__Problem to work on__.
Report every line of the records beneath this task that holds the string "Silica".

(Stored data)
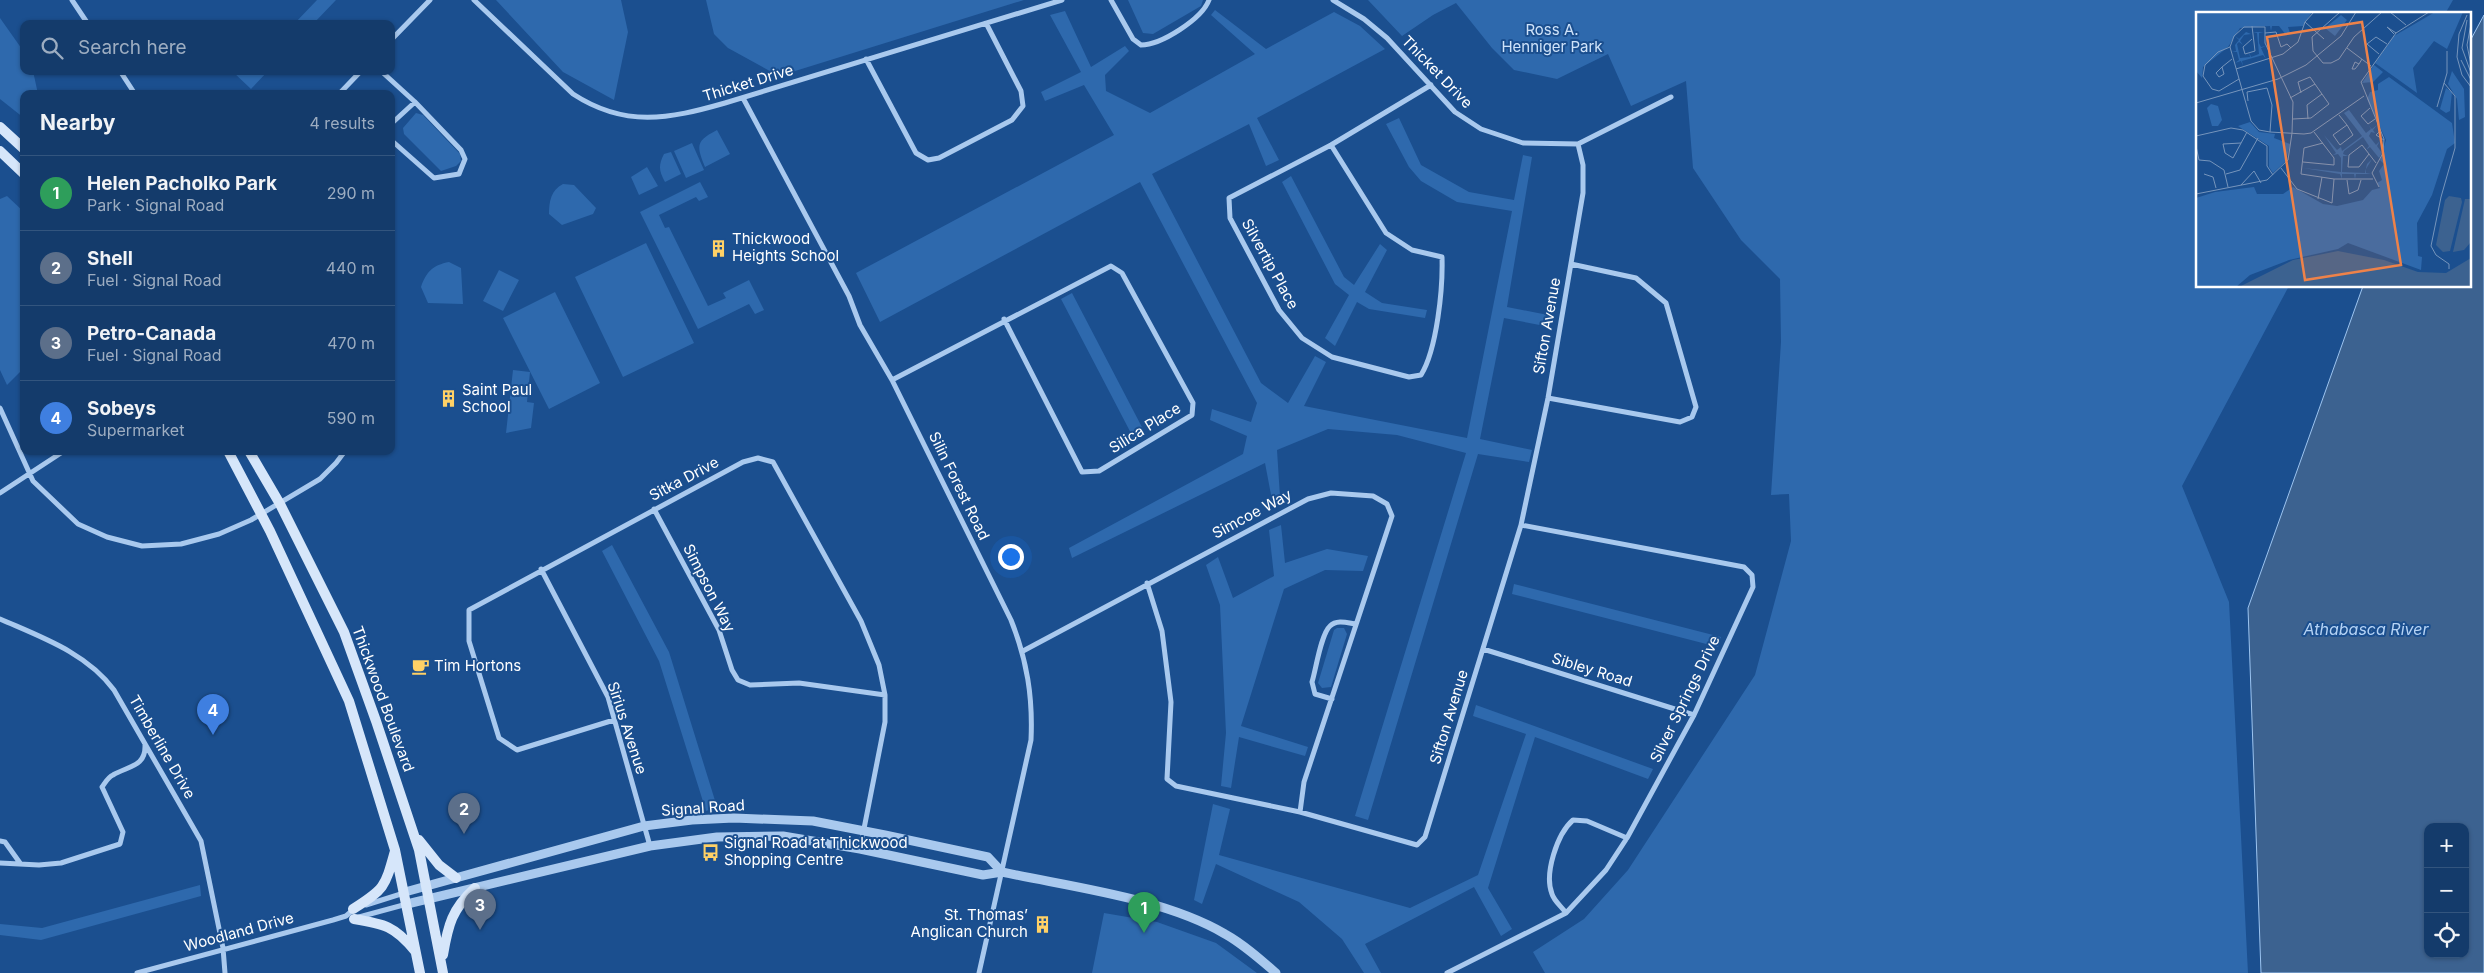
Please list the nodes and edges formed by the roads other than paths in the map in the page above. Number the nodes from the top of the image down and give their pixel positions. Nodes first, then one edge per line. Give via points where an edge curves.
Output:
1 (72, 0) edge
2 (430, 0) edge
3 (474, 0) edge
4 (1062, 0) edge
5 (1111, 0) edge
6 (1209, 0) edge
7 (1333, 0) edge
8 (85, 20) edge
9 (986, 23) junction
10 (395, 36) edge
11 (866, 59) junction
12 (123, 75) edge
13 (357, 75) edge
14 (385, 75) edge
15 (1431, 84) junction
16 (132, 90) edge
17 (343, 90) edge
18 (1671, 97) dead end
19 (742, 98) junction
20 (415, 102) junction
21 (395, 120) edge
22 (0, 127) edge
23 (395, 144) edge
24 (1578, 144) junction
25 (20, 145) edge
26 (1331, 145) junction
27 (0, 150) edge
28 (20, 170) edge
29 (1571, 264) junction
30 (1004, 319) junction
31 (892, 380) junction
32 (1548, 398) junction
33 (0, 408) edge
34 (20, 454) edge
35 (21, 455) edge
36 (58, 455) edge
37 (230, 455) edge
38 (251, 455) edge
39 (342, 455) edge
40 (29, 474) junction
41 (0, 493) edge
42 (280, 504) junction
43 (654, 509) junction
44 (261, 514) junction
45 (1521, 524) junction
46 (542, 569) junction
47 (1147, 583) junction
48 (0, 619) edge
49 (1356, 624) junction
50 (1483, 649) junction
51 (1023, 651) junction
52 (885, 695) junction
53 (1332, 699) junction
54 (1694, 715) junction
55 (614, 720) junction
56 (145, 742) junction
57 (1300, 812) junction
58 (644, 826) junction
59 (411, 827) junction
60 (864, 830) junction
61 (1627, 838) junction
62 (0, 841) edge
63 (650, 846) junction
64 (860, 849) junction
65 (395, 850) junction
66 (0, 863) edge
67 (20, 863) junction
68 (1002, 872) junction
69 (456, 878) junction
70 (427, 886) junction
71 (475, 888) junction
72 (405, 892) junction
73 (430, 898) junction
74 (407, 904) junction
75 (1566, 913) junction
76 (351, 914) junction
77 (223, 948) junction
78 (416, 951) junction
79 (442, 968) edge
80 (1454, 971) edge
81 (137, 973) edge
82 (225, 973) edge
83 (420, 973) edge
84 (979, 973) edge
85 (1276, 973) edge
86 (1447, 973) edge

1 - 8 street
2 - 10 street
3 - 19 street, Thicket Drive via 564,87 600,109 636,118 671,117
4 - 9 street, Thicket Drive
5 - 6 street via 1133,38 1141,45 1153,44 1198,18
7 - 15 street, Thicket Drive via 1376,28
9 - 11 street, Thicket Drive
9 - 11 street via 1021,91 1023,106 1012,120 940,158 924,159 913,150
11 - 19 street, Thicket Drive
12 - 16 street
13 - 17 street
14 - 20 street
15 - 24 street, Thicket Drive via 1455,112 1481,129 1523,143
15 - 26 street, Silvertip Place
18 - 24 street, Thicket Drive
19 - 31 street, Silin Forest Road
20 - 21 street
20 - 23 street via 461,150 465,159 459,174 434,178
22 - 25 main road
24 - 29 street, Sifton Avenue via 1583,165 1583,193
26 - 26 street, Silvertip Place via 1229,198 1230,218 1279,310 1302,338 1332,357 1409,377 1421,375 1428,363 1443,284 1442,257 1412,250 1386,233
27 - 28 main road
29 - 32 street, Sifton Avenue
29 - 32 street via 1636,278 1666,303 1696,407 1692,417 1680,422
30 - 30 street, Silica Place via 1082,472 1099,472 1192,416 1194,403 1122,273 1111,266
30 - 31 street, Silica Place
31 - 51 street, Silin Forest Road via 1011,620
32 - 45 street, Sifton Avenue
33 - 34 street
35 - 40 street
36 - 40 street
37 - 44 main road
38 - 42 main road, Thickwood Boulevard
39 - 42 street via 320,479
40 - 41 street
40 - 44 street via 78,524 107,537 142,546 181,544 219,534
42 - 44 street
42 - 59 main road, Thickwood Boulevard via 344,632
43 - 46 street, Sitka Drive
43 - 52 street, Simpson Way via 719,630 738,680 750,685 799,683
43 - 52 street, Sitka Drive via 743,462 758,458 773,462 869,636
44 - 65 main road via 349,701
45 - 50 street, Sifton Avenue
45 - 54 street, Silver Springs Drive via 1744,567 1752,575 1753,587
46 - 55 street, Sirius Avenue via 608,697
46 - 55 street, Sitka Drive via 469,610 469,641 499,738 517,750
47 - 49 street, Simcoe Way via 1308,499 1331,493 1373,496 1387,504 1392,516
47 - 51 street, Simcoe Way
47 - 57 street, Sifton Avenue via 1162,631 1171,702 1167,779 1176,786
48 - 56 street, Timberline Drive via 64,648 104,675
49 - 53 street, Simcoe Way
49 - 53 street via 1340,622 1331,625 1326,632 1312,682 1315,694
50 - 54 street, Sibley Road
50 - 57 street, Sifton Avenue via 1425,837 1417,845
51 - 68 street, Silin Forest Road via 1032,701 1030,740
52 - 60 street, Sitka Drive via 884,738
53 - 57 street, Simcoe Way via 1304,782
54 - 61 street, Silver Springs Drive
55 - 58 street, Sirius Avenue
56 - 67 street via 146,755 139,764 111,775 102,787 123,832 120,844 61,863
56 - 77 street, Timberline Drive via 201,841
58 - 60 street, Signal Road via 692,820 775,819 813,821
58 - 63 street, Sirius Avenue
58 - 69 street, Signal Road
59 - 69 main road via 426,852
59 - 70 main road, Thickwood Boulevard
60 - 64 street, Sitka Drive
60 - 68 street, Signal Road via 988,857
61 - 75 street, Silver Springs Drive via 1606,870
61 - 75 street via 1587,820 1573,820 1564,828 1548,875 1552,895
62 - 67 street via 5,842
63 - 64 street, Signal Road via 717,837 783,836
63 - 71 street, Signal Road
64 - 68 street, Signal Road via 984,875
65 - 72 main road
65 - 76 main road via 382,889
66 - 67 street
68 - 84 street, Silin Forest Road
68 - 85 street, Signal Road via 1142,902 1184,915 1243,945
69 - 70 street, Signal Road
70 - 72 street, Signal Road
70 - 73 main road, Thickwood Boulevard
71 - 73 street, Signal Road
71 - 79 main road via 459,903 448,926
72 - 74 main road
72 - 76 street, Woodland Drive
73 - 74 street, Signal Road
73 - 79 main road, Thickwood Boulevard
74 - 76 street, Woodland Drive
74 - 78 main road
75 - 80 street, Silver Springs Drive
76 - 77 street, Woodland Drive
76 - 78 main road via 392,927
77 - 81 street, Woodland Drive
77 - 82 street, Timberline Drive
78 - 83 main road
80 - 86 street, Silver Springs Drive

__Task response__.
30 - 30 street, Silica Place via 1082,472 1099,472 1192,416 1194,403 1122,273 1111,266
30 - 31 street, Silica Place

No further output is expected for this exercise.